(Data provided Opens)

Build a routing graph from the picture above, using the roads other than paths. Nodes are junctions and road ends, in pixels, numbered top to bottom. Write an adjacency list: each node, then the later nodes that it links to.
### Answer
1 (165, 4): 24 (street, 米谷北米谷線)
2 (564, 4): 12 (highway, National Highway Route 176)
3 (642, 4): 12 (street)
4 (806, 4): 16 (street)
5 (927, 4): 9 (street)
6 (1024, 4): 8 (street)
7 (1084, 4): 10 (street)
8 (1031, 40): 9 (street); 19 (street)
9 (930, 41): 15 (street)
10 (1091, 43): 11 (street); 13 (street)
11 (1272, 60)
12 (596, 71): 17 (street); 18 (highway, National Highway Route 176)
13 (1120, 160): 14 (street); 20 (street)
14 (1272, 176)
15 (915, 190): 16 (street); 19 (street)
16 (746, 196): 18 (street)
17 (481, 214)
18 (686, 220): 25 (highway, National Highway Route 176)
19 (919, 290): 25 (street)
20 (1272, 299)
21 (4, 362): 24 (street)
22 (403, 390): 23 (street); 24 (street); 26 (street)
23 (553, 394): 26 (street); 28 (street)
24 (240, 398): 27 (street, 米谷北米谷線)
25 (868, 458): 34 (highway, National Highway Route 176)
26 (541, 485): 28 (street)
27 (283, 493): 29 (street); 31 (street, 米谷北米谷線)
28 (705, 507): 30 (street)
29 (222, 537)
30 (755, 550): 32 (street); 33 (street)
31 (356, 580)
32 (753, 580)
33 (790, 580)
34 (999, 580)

(Data provided Closes)
(Data provided Opens)

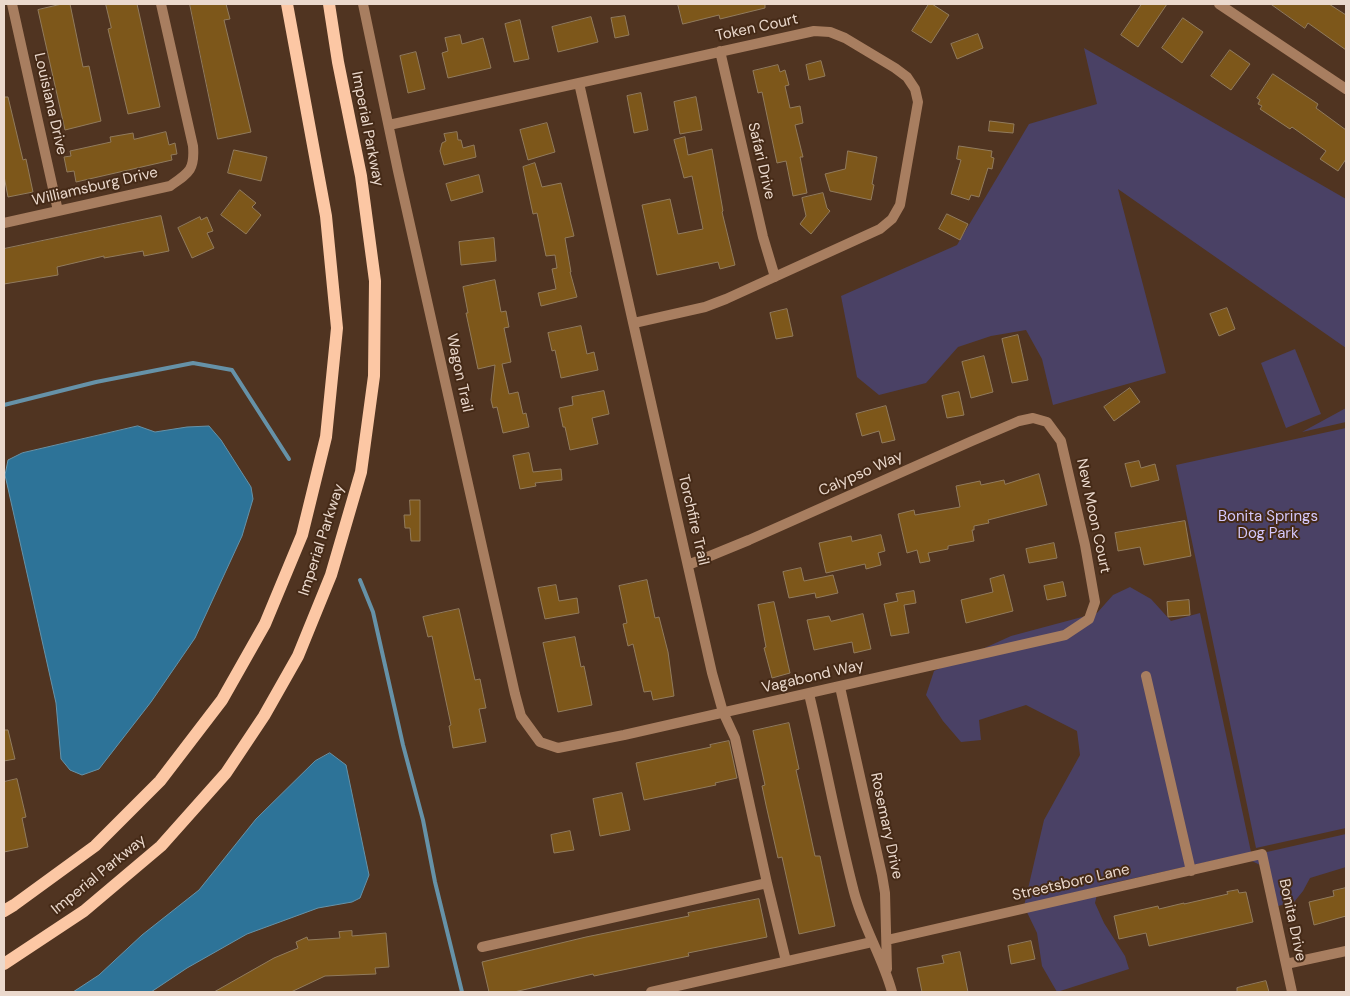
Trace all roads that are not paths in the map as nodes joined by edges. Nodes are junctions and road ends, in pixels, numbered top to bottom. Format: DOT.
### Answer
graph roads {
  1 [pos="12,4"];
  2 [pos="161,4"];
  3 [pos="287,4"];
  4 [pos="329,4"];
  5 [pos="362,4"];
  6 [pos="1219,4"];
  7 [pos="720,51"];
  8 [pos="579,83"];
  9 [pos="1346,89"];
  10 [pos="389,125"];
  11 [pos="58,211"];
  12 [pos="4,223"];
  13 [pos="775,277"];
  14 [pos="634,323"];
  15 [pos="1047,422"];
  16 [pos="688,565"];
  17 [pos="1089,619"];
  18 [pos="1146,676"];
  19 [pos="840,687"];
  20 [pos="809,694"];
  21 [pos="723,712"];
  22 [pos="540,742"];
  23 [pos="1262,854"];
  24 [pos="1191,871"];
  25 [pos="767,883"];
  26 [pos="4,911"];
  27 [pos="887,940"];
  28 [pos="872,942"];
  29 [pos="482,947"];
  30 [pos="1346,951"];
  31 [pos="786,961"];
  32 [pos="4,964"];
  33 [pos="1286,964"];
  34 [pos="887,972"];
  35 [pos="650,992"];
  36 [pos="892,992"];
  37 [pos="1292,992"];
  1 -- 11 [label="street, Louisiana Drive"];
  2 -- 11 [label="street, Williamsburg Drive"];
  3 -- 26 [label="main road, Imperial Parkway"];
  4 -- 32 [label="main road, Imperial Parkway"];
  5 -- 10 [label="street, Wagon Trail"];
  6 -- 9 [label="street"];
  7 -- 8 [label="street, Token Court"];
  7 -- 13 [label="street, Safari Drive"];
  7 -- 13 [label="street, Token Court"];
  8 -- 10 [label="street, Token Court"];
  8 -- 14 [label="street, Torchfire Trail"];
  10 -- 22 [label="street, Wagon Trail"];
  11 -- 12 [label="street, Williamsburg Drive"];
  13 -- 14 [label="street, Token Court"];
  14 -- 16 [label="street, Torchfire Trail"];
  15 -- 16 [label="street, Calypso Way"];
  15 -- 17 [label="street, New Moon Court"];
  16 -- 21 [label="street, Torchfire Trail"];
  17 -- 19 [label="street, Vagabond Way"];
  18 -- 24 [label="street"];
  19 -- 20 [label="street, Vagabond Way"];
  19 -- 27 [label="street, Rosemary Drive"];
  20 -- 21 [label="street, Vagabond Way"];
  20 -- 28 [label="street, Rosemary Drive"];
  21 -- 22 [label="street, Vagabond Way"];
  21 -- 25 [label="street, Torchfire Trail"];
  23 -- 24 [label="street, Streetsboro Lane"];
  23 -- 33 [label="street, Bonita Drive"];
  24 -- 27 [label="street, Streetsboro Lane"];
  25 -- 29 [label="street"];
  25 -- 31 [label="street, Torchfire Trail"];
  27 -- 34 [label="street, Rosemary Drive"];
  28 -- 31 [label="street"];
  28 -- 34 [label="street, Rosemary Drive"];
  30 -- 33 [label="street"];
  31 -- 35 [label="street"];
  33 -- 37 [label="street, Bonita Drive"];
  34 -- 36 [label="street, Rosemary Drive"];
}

(Data provided Closes)
(Data provided Opens)

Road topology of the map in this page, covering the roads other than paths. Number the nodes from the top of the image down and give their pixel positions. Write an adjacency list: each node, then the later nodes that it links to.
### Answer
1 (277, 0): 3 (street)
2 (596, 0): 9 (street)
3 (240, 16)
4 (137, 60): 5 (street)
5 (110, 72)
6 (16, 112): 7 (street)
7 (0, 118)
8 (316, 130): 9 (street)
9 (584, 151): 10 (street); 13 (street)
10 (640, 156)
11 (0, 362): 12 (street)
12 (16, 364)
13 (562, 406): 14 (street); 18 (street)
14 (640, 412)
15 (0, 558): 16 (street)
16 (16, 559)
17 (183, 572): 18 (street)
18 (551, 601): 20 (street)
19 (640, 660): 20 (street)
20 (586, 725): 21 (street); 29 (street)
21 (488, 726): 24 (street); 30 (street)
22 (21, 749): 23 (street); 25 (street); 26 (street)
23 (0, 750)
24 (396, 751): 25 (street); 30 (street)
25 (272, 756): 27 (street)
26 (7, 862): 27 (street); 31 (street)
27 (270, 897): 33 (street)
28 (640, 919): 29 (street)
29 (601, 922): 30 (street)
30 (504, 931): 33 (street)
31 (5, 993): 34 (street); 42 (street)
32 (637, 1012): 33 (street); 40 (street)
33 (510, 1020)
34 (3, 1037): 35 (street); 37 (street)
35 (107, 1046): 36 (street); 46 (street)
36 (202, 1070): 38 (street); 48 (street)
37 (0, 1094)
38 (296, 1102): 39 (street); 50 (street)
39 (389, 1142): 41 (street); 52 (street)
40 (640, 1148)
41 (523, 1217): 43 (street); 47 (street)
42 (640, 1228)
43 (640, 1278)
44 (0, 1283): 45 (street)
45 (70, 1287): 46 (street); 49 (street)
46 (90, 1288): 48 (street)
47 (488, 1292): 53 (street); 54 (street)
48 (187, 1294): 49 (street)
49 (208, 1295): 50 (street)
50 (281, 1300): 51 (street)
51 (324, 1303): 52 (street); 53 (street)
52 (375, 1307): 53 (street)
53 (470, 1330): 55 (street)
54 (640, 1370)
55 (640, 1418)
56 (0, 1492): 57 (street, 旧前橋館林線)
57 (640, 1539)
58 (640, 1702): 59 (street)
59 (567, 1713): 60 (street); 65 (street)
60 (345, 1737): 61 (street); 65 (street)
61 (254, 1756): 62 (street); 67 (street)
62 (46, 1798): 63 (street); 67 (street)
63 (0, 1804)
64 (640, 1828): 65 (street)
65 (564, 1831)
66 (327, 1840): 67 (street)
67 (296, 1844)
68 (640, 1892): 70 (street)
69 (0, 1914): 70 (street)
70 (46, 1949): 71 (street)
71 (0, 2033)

(Data provided Closes)

_What needs to be done_
The lines to copy are those in the listing that contain "adjacency".

_Response to this task_
Build a routing graph from the picture above, using the roads other than paths. Nodes are junctions and road ends, in pixels, numbered top to bottom. Write an adjacency list: each node, then the later nodes that it links to.
Road topology of the map in this page, covering the roads other than paths. Number the nodes from the top of the image down and give their pixel positions. Write an adjacency list: each node, then the later nodes that it links to.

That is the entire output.